This year's soil judging competition will take place in Bend, Ore. where the Cal Poly team will study the area's soil. "It gives students exposure to soil in different regions," adviser Thomas Rice said. "There's no way you could do that in a class." Courtesy Photo

Kristopher Osterloh, earth science senior and rugby player, understands why the rugby fields at Cal Poly flood when it rains. He doesn’t understand why the university chose to put the fields on clay.

“Soil is so common yet no one gets it,” Osterloh said. “Water doesn’t go through clay very fast.”
Osterloh and his teammates are on the Cal Poly Soil Judging Team and are studying soil and its characteristics to prepare for the National Collegiate Soil Judging Contest. The students understand soil is a valuable resource and strive to use it efficiently, despite the carelessness of others.

“It’s important to know how rainwater will affect soil, how roads should be built on it, how many nutrients it has for crops or gardening,” Osterloh said.

The national contest — held in a new location each year — takes place in Bend, Ore. Students will study soil throughout the region in April, representing Cal Poly among the top soil science departments in the nation.

The students spend two days practicing before two days of competition. They judge two sites individually one day, then three sites as a team the next. They have one hour at each site to examine soil and describe its qualities on a scorecard. The top individual, team and overall school performances will receive trophies at the end of the contest.

“It gives students exposure to soil in different regions with different geology, climate and vegetation,” said Thomas Rice, the team adviser. “There’s no way you could do that in a class.”

Rice was a soil judging undergraduate at the University of Wisconsin-Madison in the early 1970s, and has coached the team at Cal Poly off and on since 1981. Soil judging led Rice to a career in education, but some of his former students have gone on to hold jobs in government, science and environmental consulting.

“When faculty are contacted, it’s something many employers ask for specifically,” Rice said. “If it’s on their résumé it definitely gives them an advantage.”

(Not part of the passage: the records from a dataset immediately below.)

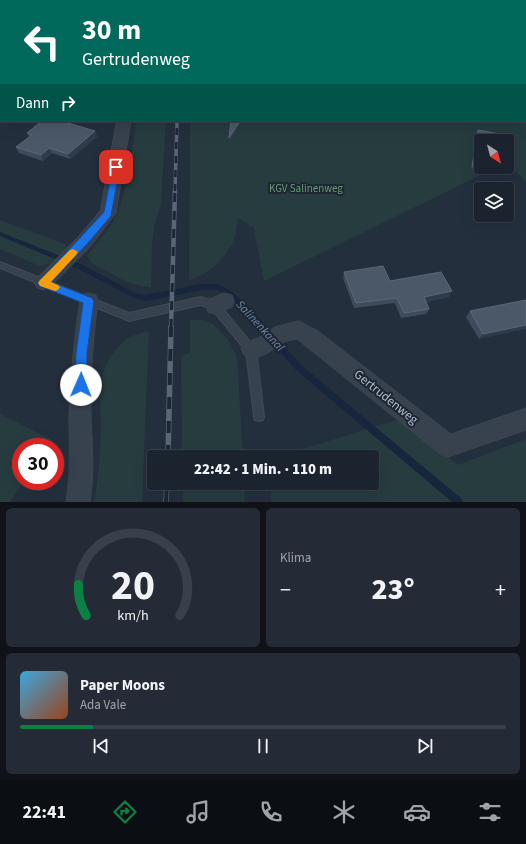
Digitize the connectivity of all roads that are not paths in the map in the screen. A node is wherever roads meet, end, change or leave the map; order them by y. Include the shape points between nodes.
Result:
1 (124, 122) edge
2 (0, 265) edge
3 (43, 283) junction
4 (89, 301) junction
5 (266, 342) junction
6 (259, 416) dead end
7 (526, 419) edge
8 (78, 502) edge

1 - 3 street via 108,213
2 - 3 lane
3 - 4 lane
4 - 5 lane via 129,317 200,302 220,304
4 - 8 street via 82,353 82,485
5 - 6 lane
5 - 7 street, Gertrudenweg via 300,330 448,446

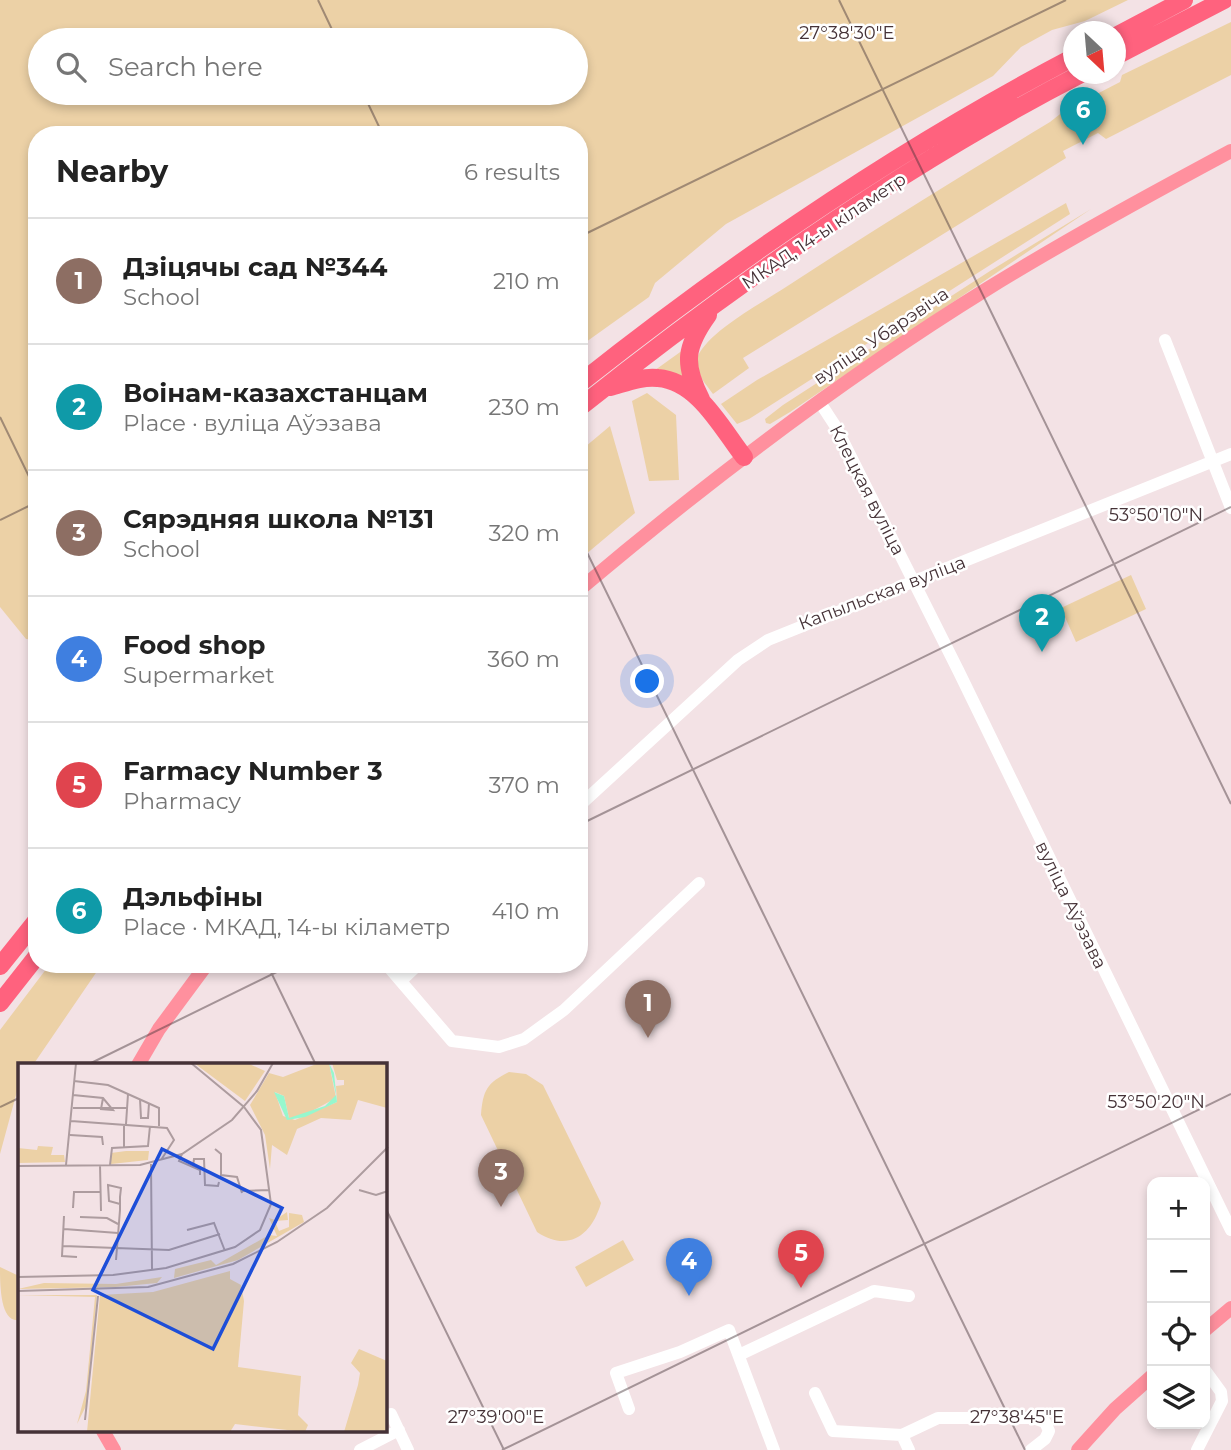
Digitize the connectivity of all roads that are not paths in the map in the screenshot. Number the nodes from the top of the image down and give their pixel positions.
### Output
1 (1158, 0) edge
2 (1184, 0) edge
3 (1224, 0) edge
4 (1146, 20) junction
5 (1126, 30) edge
6 (1126, 50) edge
7 (1063, 63) edge
8 (1064, 84) edge
9 (1231, 151) edge
10 (714, 306) junction
11 (1165, 340) dead end
12 (588, 377) edge
13 (603, 388) junction
14 (588, 400) edge
15 (819, 401) junction
16 (704, 405) junction
17 (1231, 454) edge
18 (744, 457) junction
19 (1212, 462) junction
20 (1231, 508) edge
21 (912, 580) junction
22 (588, 582) edge
23 (588, 798) edge
24 (699, 883) dead end
25 (28, 931) edge
26 (0, 966) edge
27 (28, 967) edge
28 (200, 973) edge
29 (394, 973) edge
30 (410, 973) edge
31 (401, 982) junction
32 (0, 1003) edge
33 (139, 1063) edge
34 (1231, 1230) edge
35 (909, 1296) dead end
36 (1231, 1308) edge
37 (1210, 1326) edge
38 (739, 1355) junction
39 (1210, 1377) edge
40 (1147, 1380) edge
41 (815, 1393) dead end
42 (629, 1409) dead end
43 (391, 1415) dead end
44 (1210, 1425) edge
45 (1208, 1429) edge
46 (398, 1430) junction
47 (104, 1432) edge
48 (115, 1432) edge
49 (902, 1435) junction
50 (114, 1450) edge
51 (122, 1450) edge
52 (360, 1450) edge
53 (408, 1450) edge
54 (774, 1450) edge
55 (909, 1450) edge
56 (1031, 1450) edge
57 (1078, 1450) edge
58 (1197, 1450) edge

1 - 4 highway
2 - 4 highway
3 - 6 highway
4 - 5 highway
7 - 12 highway, МКАД, 14-ы кіламетр
8 - 10 highway, МКАД, 14-ы кіламетр
9 - 15 main road, вуліца Убарэвіча
10 - 13 highway, МКАД, 14-ы кіламетр
10 - 16 highway
11 - 19 street
13 - 14 highway, МКАД, 14-ы кіламетр
13 - 16 highway
15 - 18 main road, вуліца Убарэвіча
15 - 21 street, Клецкая вуліца
16 - 18 highway
17 - 19 street, Капыльская вуліца
18 - 22 main road, вуліца Убарэвіча
19 - 20 street
19 - 21 street, Капыльская вуліца
21 - 23 street, Капыльская вуліца
21 - 34 street, вуліца Аўэзава
24 - 31 street
25 - 26 highway
27 - 32 highway
28 - 33 main road
29 - 31 street
30 - 31 street
35 - 38 street
36 - 37 main road
38 - 42 street
38 - 54 street
39 - 44 street
40 - 57 main road
41 - 49 street
43 - 46 street
45 - 58 street
46 - 52 street
46 - 53 street
47 - 50 main road
48 - 51 main road
49 - 55 street
49 - 56 street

All five students on the team this year are seniors seeking soil-related careers upon graduation. They have taken many of their soil science classes at Cal Poly together, and are members of the Earth, Soil, & Water Conservation Club.

Soil science senior and president of the club, Crystal Thoin, is one of two students who competed in last year’s contest and does not expect team conflict to be an issue during competition.

“Every night we usually get together and study,” Thoin said. “We’re all really on the same page at the end of it.”

Professors from participating schools will act as official judges of the students’ judging quality of the soil at the national contest. They score competitors based on the accuracy of their scorecard, which evaluates such qualities as the color, texture and structure of each soil. Another section requires that students classify each soil into one of the 12 U.S. classifications such as alfisols, andisols and aridisols, all of which are found in Bend.

Students must also assess each soil’s utility in real-world applications such as septic tank absorption and construction. They will look to apply this skill beyond the classroom, where soil is poorly understood, said soil science senior Michael Wallace.

“Entire civilizations have failed because they couldn’t take care of their land,” Wallace said.